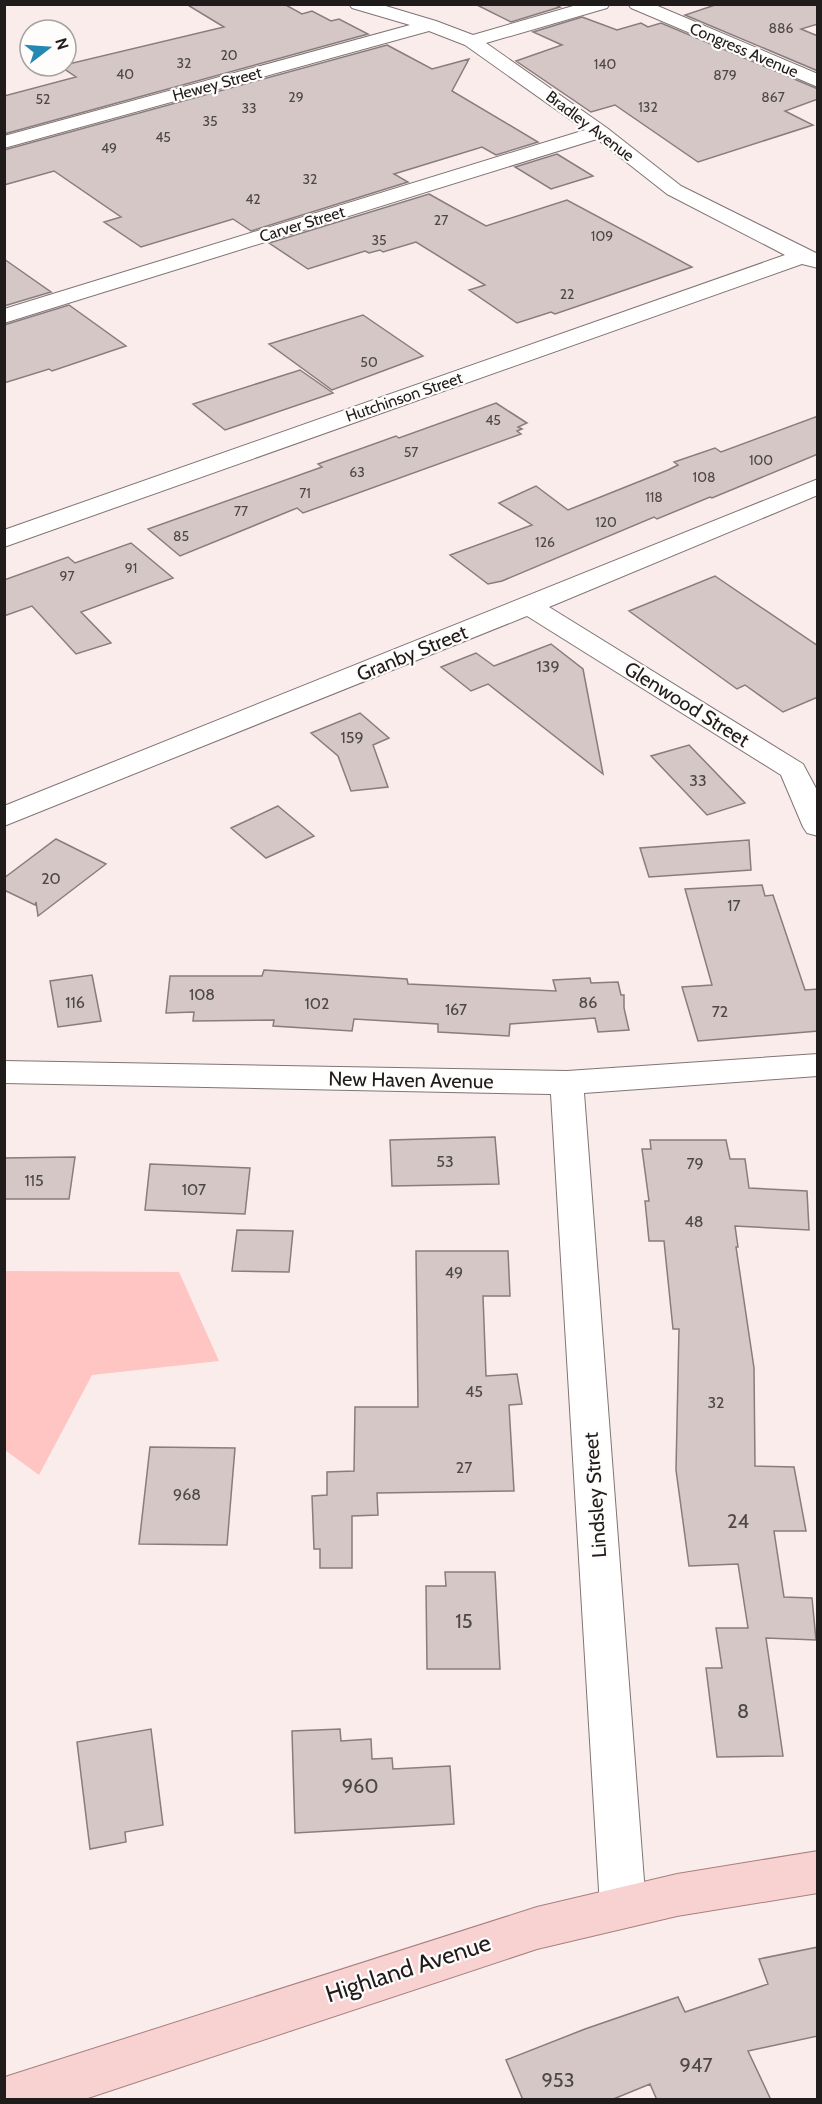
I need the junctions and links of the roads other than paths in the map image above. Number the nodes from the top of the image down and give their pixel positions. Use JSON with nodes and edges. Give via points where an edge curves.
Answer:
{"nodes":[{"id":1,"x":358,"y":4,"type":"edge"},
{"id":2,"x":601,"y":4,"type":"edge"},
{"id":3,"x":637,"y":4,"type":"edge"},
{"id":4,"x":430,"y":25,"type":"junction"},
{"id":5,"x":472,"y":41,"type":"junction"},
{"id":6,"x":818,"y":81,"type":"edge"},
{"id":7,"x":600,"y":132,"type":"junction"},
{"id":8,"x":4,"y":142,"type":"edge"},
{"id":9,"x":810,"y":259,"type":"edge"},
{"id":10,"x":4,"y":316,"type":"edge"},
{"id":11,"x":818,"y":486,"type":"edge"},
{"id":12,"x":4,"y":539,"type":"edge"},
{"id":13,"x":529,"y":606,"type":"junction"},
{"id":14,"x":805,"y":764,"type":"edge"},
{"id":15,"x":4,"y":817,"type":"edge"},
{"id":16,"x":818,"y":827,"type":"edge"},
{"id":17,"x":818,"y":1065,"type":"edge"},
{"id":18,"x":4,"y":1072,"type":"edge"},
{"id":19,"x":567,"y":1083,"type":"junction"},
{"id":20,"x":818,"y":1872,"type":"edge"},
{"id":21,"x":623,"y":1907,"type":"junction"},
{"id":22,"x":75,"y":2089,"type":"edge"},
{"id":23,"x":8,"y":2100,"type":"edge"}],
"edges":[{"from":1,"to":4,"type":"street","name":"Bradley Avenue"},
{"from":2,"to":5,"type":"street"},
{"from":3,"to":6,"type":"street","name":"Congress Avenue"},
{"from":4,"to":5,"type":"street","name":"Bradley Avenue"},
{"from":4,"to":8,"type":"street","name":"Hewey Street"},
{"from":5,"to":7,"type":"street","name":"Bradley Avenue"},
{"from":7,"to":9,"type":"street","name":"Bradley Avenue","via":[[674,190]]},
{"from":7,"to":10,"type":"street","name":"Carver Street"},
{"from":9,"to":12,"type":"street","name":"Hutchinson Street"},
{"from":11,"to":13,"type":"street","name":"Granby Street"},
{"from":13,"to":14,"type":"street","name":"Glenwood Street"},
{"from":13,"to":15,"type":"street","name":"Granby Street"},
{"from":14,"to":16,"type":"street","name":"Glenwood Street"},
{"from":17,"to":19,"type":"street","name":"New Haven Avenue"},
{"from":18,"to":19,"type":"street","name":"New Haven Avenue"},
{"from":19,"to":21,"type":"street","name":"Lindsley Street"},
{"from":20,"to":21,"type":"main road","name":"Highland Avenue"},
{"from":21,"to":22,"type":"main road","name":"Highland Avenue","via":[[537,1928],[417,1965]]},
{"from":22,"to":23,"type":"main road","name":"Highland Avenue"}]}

Problem statement -
I'd like the material repeated word for word, without the pictures it holds.

Answer for the task -
I need the junctions and links of the roads other than paths in the map image above. Number the nodes from the top of the image down and give their pixel positions. Use JSON with nodes and edges. Give via points where an edge curves.
Answer:
{"nodes":[{"id":1,"x":358,"y":4,"type":"edge"},
{"id":2,"x":601,"y":4,"type":"edge"},
{"id":3,"x":637,"y":4,"type":"edge"},
{"id":4,"x":430,"y":25,"type":"junction"},
{"id":5,"x":472,"y":41,"type":"junction"},
{"id":6,"x":818,"y":81,"type":"edge"},
{"id":7,"x":600,"y":132,"type":"junction"},
{"id":8,"x":4,"y":142,"type":"edge"},
{"id":9,"x":810,"y":259,"type":"edge"},
{"id":10,"x":4,"y":316,"type":"edge"},
{"id":11,"x":818,"y":486,"type":"edge"},
{"id":12,"x":4,"y":539,"type":"edge"},
{"id":13,"x":529,"y":606,"type":"junction"},
{"id":14,"x":805,"y":764,"type":"edge"},
{"id":15,"x":4,"y":817,"type":"edge"},
{"id":16,"x":818,"y":827,"type":"edge"},
{"id":17,"x":818,"y":1065,"type":"edge"},
{"id":18,"x":4,"y":1072,"type":"edge"},
{"id":19,"x":567,"y":1083,"type":"junction"},
{"id":20,"x":818,"y":1872,"type":"edge"},
{"id":21,"x":623,"y":1907,"type":"junction"},
{"id":22,"x":75,"y":2089,"type":"edge"},
{"id":23,"x":8,"y":2100,"type":"edge"}],
"edges":[{"from":1,"to":4,"type":"street","name":"Bradley Avenue"},
{"from":2,"to":5,"type":"street"},
{"from":3,"to":6,"type":"street","name":"Congress Avenue"},
{"from":4,"to":5,"type":"street","name":"Bradley Avenue"},
{"from":4,"to":8,"type":"street","name":"Hewey Street"},
{"from":5,"to":7,"type":"street","name":"Bradley Avenue"},
{"from":7,"to":9,"type":"street","name":"Bradley Avenue","via":[[674,190]]},
{"from":7,"to":10,"type":"street","name":"Carver Street"},
{"from":9,"to":12,"type":"street","name":"Hutchinson Street"},
{"from":11,"to":13,"type":"street","name":"Granby Street"},
{"from":13,"to":14,"type":"street","name":"Glenwood Street"},
{"from":13,"to":15,"type":"street","name":"Granby Street"},
{"from":14,"to":16,"type":"street","name":"Glenwood Street"},
{"from":17,"to":19,"type":"street","name":"New Haven Avenue"},
{"from":18,"to":19,"type":"street","name":"New Haven Avenue"},
{"from":19,"to":21,"type":"street","name":"Lindsley Street"},
{"from":20,"to":21,"type":"main road","name":"Highland Avenue"},
{"from":21,"to":22,"type":"main road","name":"Highland Avenue","via":[[537,1928],[417,1965]]},
{"from":22,"to":23,"type":"main road","name":"Highland Avenue"}]}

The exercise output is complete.